“Death is not the greatest loss in life. The greatest loss is what dies inside us while we live.”

— Norman Cousins

 

During the 2020 COVID 19 crisis, I find myself really missing my mother. I yearn to hear her perspective;   I miss having her as my roommate. I know that it would have been more fun to have sheltered in place and social distanced with my mother Betsi as my wingman; or me hers.

We would not have bickered or tired of each other’s company, since in the year she lived with me we became friends.

Mothers and daughter are not always so close. My mother was a strong, independent, fiercely loving, and often judgmental person. She was generous until you abused her trust and then the relationship was ended. I am a chip off of the old block and carry forward both my mother’s strengths and lessons from her flat sides.

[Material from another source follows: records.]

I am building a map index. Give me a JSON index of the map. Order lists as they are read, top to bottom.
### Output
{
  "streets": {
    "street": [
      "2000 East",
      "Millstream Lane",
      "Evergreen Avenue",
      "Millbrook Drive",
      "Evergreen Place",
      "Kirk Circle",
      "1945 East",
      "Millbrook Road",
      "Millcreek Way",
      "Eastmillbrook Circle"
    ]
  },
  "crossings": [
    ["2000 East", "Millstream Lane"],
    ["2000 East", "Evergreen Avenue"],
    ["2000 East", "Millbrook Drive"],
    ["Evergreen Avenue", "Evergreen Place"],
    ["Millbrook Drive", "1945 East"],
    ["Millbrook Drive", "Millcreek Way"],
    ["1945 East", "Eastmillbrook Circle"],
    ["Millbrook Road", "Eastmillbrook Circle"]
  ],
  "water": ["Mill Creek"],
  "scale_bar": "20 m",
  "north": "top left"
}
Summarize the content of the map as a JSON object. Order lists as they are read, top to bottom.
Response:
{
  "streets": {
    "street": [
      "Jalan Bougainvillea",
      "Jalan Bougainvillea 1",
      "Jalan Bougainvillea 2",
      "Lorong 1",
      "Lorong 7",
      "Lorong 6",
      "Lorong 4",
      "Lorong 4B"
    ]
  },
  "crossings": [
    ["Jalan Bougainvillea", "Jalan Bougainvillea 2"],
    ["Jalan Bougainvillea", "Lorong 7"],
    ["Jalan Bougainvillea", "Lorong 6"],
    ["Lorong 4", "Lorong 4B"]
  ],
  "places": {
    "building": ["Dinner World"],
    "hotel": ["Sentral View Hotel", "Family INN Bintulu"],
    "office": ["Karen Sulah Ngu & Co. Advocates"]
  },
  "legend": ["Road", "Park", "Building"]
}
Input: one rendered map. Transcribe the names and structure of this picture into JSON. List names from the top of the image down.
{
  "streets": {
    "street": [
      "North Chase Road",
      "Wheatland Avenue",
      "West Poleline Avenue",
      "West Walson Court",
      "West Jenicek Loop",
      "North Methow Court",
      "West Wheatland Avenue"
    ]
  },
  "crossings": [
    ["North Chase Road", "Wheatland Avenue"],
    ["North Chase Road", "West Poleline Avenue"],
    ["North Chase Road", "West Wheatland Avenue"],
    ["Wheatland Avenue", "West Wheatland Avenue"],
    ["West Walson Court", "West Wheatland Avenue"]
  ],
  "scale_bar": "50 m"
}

I admired her and she me. However, our relationship was complex and rooted in a narrative that she created. I joined a broken family as the last born child following the tragedy of the loss of the first born son. The marriage was irreparably damaged, with each of my parents going inward and away from each other. My elder sister, who was three years old at the time, lost her older brother for whom she was a shadow follower. And, she lost the presence of her parents who were distanced by the grief. It is still a curiosity to me how I was conceived in the chaos. I am not a love child but maybe a life boat. I came into this world and jumped into the dysfunctional family assuming the role of gluing back together the pieces of broken pottery.

I have played this role my entire life. It has influenced all of my relationships for good and not so good. It has influenced my choice of career. And it is the fabric of who I am today.

I am a helper.

My mother needed a helper. I became her first lieutenant for helping to support my sister. My mother quickly labeled me as the extrovert, doer,  and right hand for any special project. I was to grow up strong, independent, and responsible. Later I learned she wanted all of these things for me because she did not want me to feel powerless in a relationship that she could not exit, in a world where women were second class citizens.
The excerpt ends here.